Stocks end session lower after failed rally

sp0130.pngThe Fed cut the funds rate and the discount rate each a half percent, as expected. The Fed would have shown more backbone by cutting a quarter and not caring what the stock market did, but they didn’t ask me. The market is going to go where it wants to go. Pushing on a string won’t prop it up. Bear markets will express themselves fully, regardless of manipulation.
After the rate cut announcement the market rallied sharply, erasing an early loss, with the Dow going up around 200 points. Then there was an announcement about down-grades on bond insurers, and the market lost all the gains and finished the session down in all the major averages. The chart to the left shows the S&P etf being clearly in a downtrend. There had been a counter-trend rally that looked like it was going to extend to the upper down-trend line (darker blue line). Momentum is now overbought and the last candle to the right looks like an upthrust. The path of least resistance now looks to be down for at least a test of the lows. The Fed can’t, or at least shouldn’t, come to the rescue of the market with another cut so soon. Of course if the market can somehow muster the strength to overcome the top of the upthrust bar from today, then I’ll have to revise my analysis. There are always two sides to be considered. It’s difficult to find much of a case for the bullish side at the moment, but anything can happen.

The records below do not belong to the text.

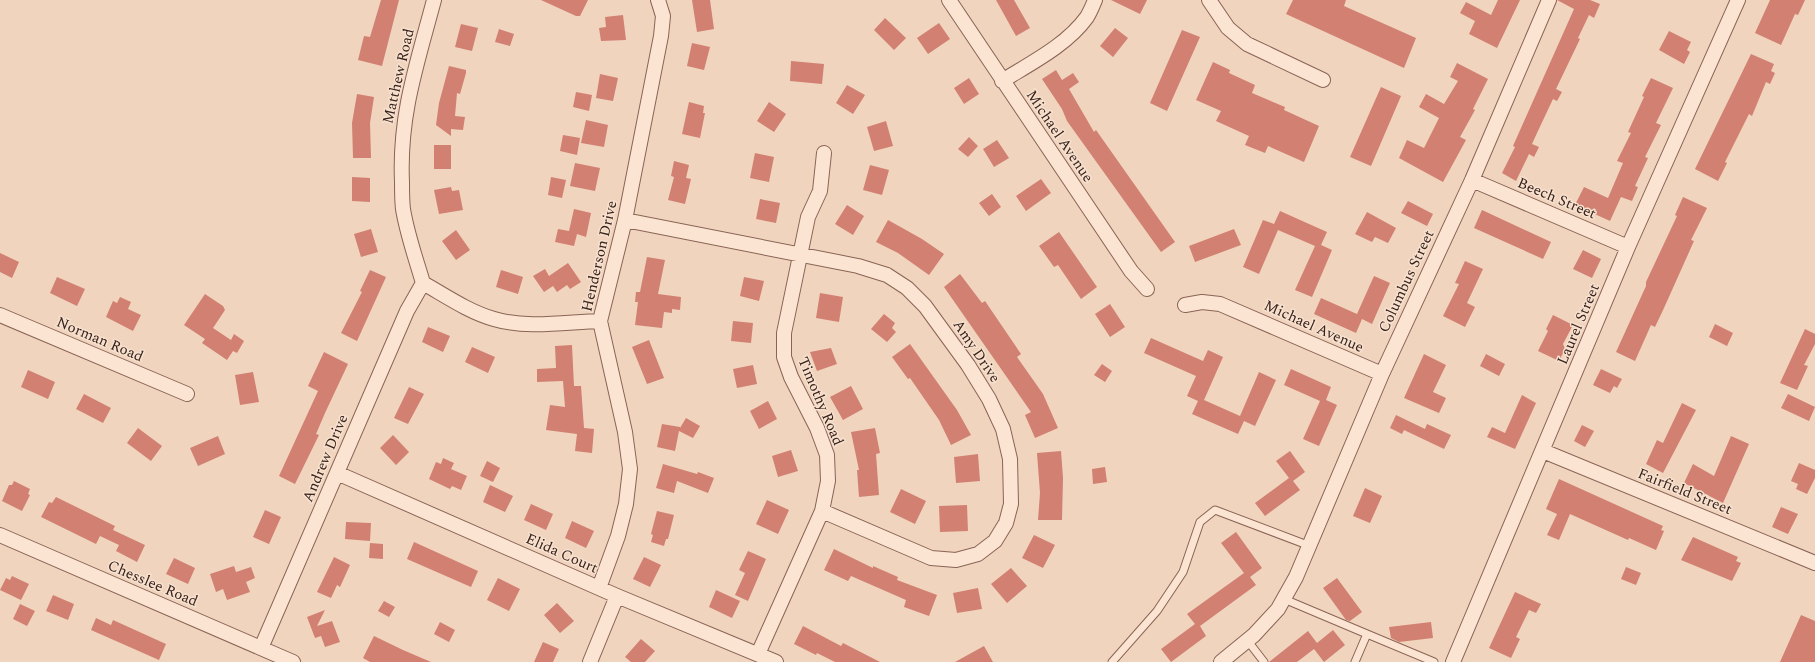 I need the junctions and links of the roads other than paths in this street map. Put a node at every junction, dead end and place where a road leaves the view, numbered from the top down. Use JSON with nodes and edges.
{"nodes":[{"id":1,"x":434,"y":0,"type":"edge"},
{"id":2,"x":658,"y":0,"type":"edge"},
{"id":3,"x":949,"y":0,"type":"edge"},
{"id":4,"x":1095,"y":0,"type":"edge"},
{"id":5,"x":1209,"y":0,"type":"edge"},
{"id":6,"x":1549,"y":0,"type":"edge"},
{"id":7,"x":1738,"y":0,"type":"edge"},
{"id":8,"x":1002,"y":80,"type":"junction"},
{"id":9,"x":1323,"y":80,"type":"dead end"},
{"id":10,"x":824,"y":153,"type":"dead end"},
{"id":11,"x":1472,"y":180,"type":"junction"},
{"id":12,"x":625,"y":220,"type":"junction"},
{"id":13,"x":1628,"y":247,"type":"junction"},
{"id":14,"x":800,"y":255,"type":"junction"},
{"id":15,"x":423,"y":283,"type":"junction"},
{"id":16,"x":1147,"y":289,"type":"dead end"},
{"id":17,"x":1185,"y":305,"type":"dead end"},
{"id":18,"x":0,"y":314,"type":"edge"},
{"id":19,"x":600,"y":321,"type":"junction"},
{"id":20,"x":1382,"y":374,"type":"junction"},
{"id":21,"x":187,"y":394,"type":"dead end"},
{"id":22,"x":1543,"y":451,"type":"junction"},
{"id":23,"x":337,"y":473,"type":"junction"},
{"id":24,"x":822,"y":511,"type":"junction"},
{"id":25,"x":0,"y":535,"type":"edge"},
{"id":26,"x":1310,"y":546,"type":"junction"},
{"id":27,"x":1814,"y":559,"type":"edge"},
{"id":28,"x":599,"y":588,"type":"junction"},
{"id":29,"x":617,"y":596,"type":"junction"},
{"id":30,"x":1284,"y":599,"type":"junction"},
{"id":31,"x":1367,"y":634,"type":"junction"},
{"id":32,"x":1247,"y":640,"type":"junction"},
{"id":33,"x":261,"y":648,"type":"junction"},
{"id":34,"x":758,"y":654,"type":"junction"},
{"id":35,"x":293,"y":662,"type":"edge"},
{"id":36,"x":590,"y":662,"type":"edge"},
{"id":37,"x":776,"y":662,"type":"edge"},
{"id":38,"x":1112,"y":662,"type":"edge"},
{"id":39,"x":1221,"y":662,"type":"edge"},
{"id":40,"x":1264,"y":662,"type":"edge"},
{"id":41,"x":1355,"y":662,"type":"edge"},
{"id":42,"x":1434,"y":662,"type":"edge"},
{"id":43,"x":1453,"y":662,"type":"edge"}],
"edges":[{"from":1,"to":15,"type":"street","name":"Matthew Road"},
{"from":2,"to":12,"type":"street","name":"Henderson Drive"},
{"from":3,"to":8,"type":"street","name":"Michael Avenue"},
{"from":4,"to":8,"type":"street"},
{"from":5,"to":9,"type":"street"},
{"from":6,"to":11,"type":"street","name":"Columbus Street"},
{"from":7,"to":13,"type":"street","name":"Laurel Street"},
{"from":8,"to":16,"type":"street","name":"Michael Avenue"},
{"from":10,"to":14,"type":"street","name":"Timothy Road"},
{"from":11,"to":13,"type":"street","name":"Beech Street"},
{"from":11,"to":20,"type":"street","name":"Columbus Street"},
{"from":12,"to":14,"type":"street","name":"Amy Drive"},
{"from":12,"to":19,"type":"street","name":"Henderson Drive"},
{"from":13,"to":22,"type":"street","name":"Laurel Street"},
{"from":14,"to":24,"type":"street","name":"Timothy Road"},
{"from":14,"to":24,"type":"street","name":"Amy Drive"},
{"from":15,"to":19,"type":"street"},
{"from":15,"to":23,"type":"street","name":"Andrew Drive"},
{"from":17,"to":20,"type":"street","name":"Michael Avenue"},
{"from":18,"to":21,"type":"street","name":"Norman Road"},
{"from":19,"to":28,"type":"street","name":"Henderson Drive"},
{"from":20,"to":26,"type":"street","name":"Columbus Street"},
{"from":22,"to":27,"type":"street","name":"Fairfield Street"},
{"from":22,"to":43,"type":"street","name":"Laurel Street"},
{"from":23,"to":28,"type":"street","name":"Elida Court"},
{"from":23,"to":33,"type":"street","name":"Andrew Drive"},
{"from":24,"to":34,"type":"street","name":"Timothy Road"},
{"from":25,"to":33,"type":"street","name":"Chesslee Road"},
{"from":26,"to":30,"type":"street","name":"Columbus Street"},
{"from":26,"to":38,"type":"lane"},
{"from":28,"to":29,"type":"street","name":"Elida Court"},
{"from":29,"to":34,"type":"street","name":"Elida Court"},
{"from":29,"to":36,"type":"street"},
{"from":30,"to":31,"type":"lane"},
{"from":30,"to":32,"type":"street","name":"Columbus Street"},
{"from":31,"to":41,"type":"lane"},
{"from":31,"to":42,"type":"lane"},
{"from":32,"to":39,"type":"street","name":"Columbus Street"},
{"from":32,"to":40,"type":"lane"},
{"from":33,"to":35,"type":"street","name":"Chesslee Road"},
{"from":34,"to":37,"type":"street","name":"Elida Court"}]}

gold0130.pngThe gold market rallied after the Fed announcement after being lower all morning. Of course the Fed announcement came 45 minutes after the day session gold contract stopped trading, but the electronic CBOT contract and the etf were trading. The chart to the right shows the pivot around the 916 area at the high around mid-January (yellow line drawn from those highs). Today the gold market tested that area prior to the Fed announcement. The the dollar came under renewed selling pressure. The half point cut was expected and I would have thought it was already priced in, but apparently not. There may have been some wording that was interpreted to be even more bearish for the already bearish dollar. Isn’t all the bad news out? The second bar to the right is the day session prices, and you can see a little higher price on the bar to the very right, which is the session that started after the day session close and is on-going as I write this. So far the test of that yellow line is successful, but it wouldn’t take much to negate it. If it fails tomorrow there would be a nasty looking upthrust left on the bar from the Wednesday session. The etf would not show that upthrust due to the different trading hours. My gut says the gold market is far too one sided to the bullish side. Also, volume seems to have declined a bit on this last up-leg. It is difficult to get accurate volume and open interest readings as the active contract is rolling from Feb to April. My data feed doesn’t seem to be able to combine those numbers, so for volume I’m just looking at the etf, which is continuous.